Image Credit: Malayan Official Photographer / Imperial War Museum
The British Reception of Two 1950s Films on the Malayan Emergency
Jon Cowans
(Rutgers University-Newark, USA)
Exploring contemporary British popular opinion on the Malayan Emergency faces one principal obstacle: the paucity of written sources. One largely overlooked set of sources consists of published reviews and letters to newspapers in Britain concerning two fiction films released during the conflict: The Planter’s Wife (1952) and Windom’s Way (1957), both from Rank. Using a sample of more than two dozen reviews and letters published in British newspapers at the time, this paper offers insights into British opinions and political stances on the Malayan Emergency.

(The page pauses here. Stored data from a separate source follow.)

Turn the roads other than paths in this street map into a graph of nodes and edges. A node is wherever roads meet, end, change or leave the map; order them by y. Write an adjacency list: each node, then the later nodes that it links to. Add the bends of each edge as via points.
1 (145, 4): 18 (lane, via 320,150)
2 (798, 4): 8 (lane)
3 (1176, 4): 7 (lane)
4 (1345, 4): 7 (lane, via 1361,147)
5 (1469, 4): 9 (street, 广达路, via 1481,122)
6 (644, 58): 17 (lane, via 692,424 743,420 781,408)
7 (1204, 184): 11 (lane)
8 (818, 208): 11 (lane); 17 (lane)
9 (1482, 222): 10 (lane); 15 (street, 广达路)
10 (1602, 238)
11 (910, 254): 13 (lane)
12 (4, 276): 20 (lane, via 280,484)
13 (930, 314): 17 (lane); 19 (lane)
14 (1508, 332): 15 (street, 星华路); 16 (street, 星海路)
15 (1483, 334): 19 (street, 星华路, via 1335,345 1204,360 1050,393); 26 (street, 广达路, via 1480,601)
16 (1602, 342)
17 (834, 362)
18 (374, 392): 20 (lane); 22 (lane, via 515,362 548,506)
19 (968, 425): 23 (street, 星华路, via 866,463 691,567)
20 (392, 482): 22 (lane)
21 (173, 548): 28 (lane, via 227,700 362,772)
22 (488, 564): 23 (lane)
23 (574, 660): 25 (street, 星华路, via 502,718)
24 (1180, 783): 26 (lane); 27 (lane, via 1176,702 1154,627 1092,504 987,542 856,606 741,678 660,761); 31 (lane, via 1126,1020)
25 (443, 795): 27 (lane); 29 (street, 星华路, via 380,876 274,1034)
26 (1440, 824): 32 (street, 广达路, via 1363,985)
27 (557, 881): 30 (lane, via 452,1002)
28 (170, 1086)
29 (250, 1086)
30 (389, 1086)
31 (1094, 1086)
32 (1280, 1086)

The paper will first note each film’s political viewpoint. The Planter’s Wife, released relatively early in the Emergency, urged British (and American) audiences to empathize with the embattled British settlers by featuring the Frazers, a family of planters struggling to protect themselves, their workers, and their rubber trees against communist guerrilla fighters. Windom’s Way, released five years later, took a more nuanced view, condemning ruthless communist rebels and bull-headed, heavy-handed British planters and authorities in equal measure, while focusing on the troubled efforts of a British doctor to mediate between the British and striking workers on their plantations.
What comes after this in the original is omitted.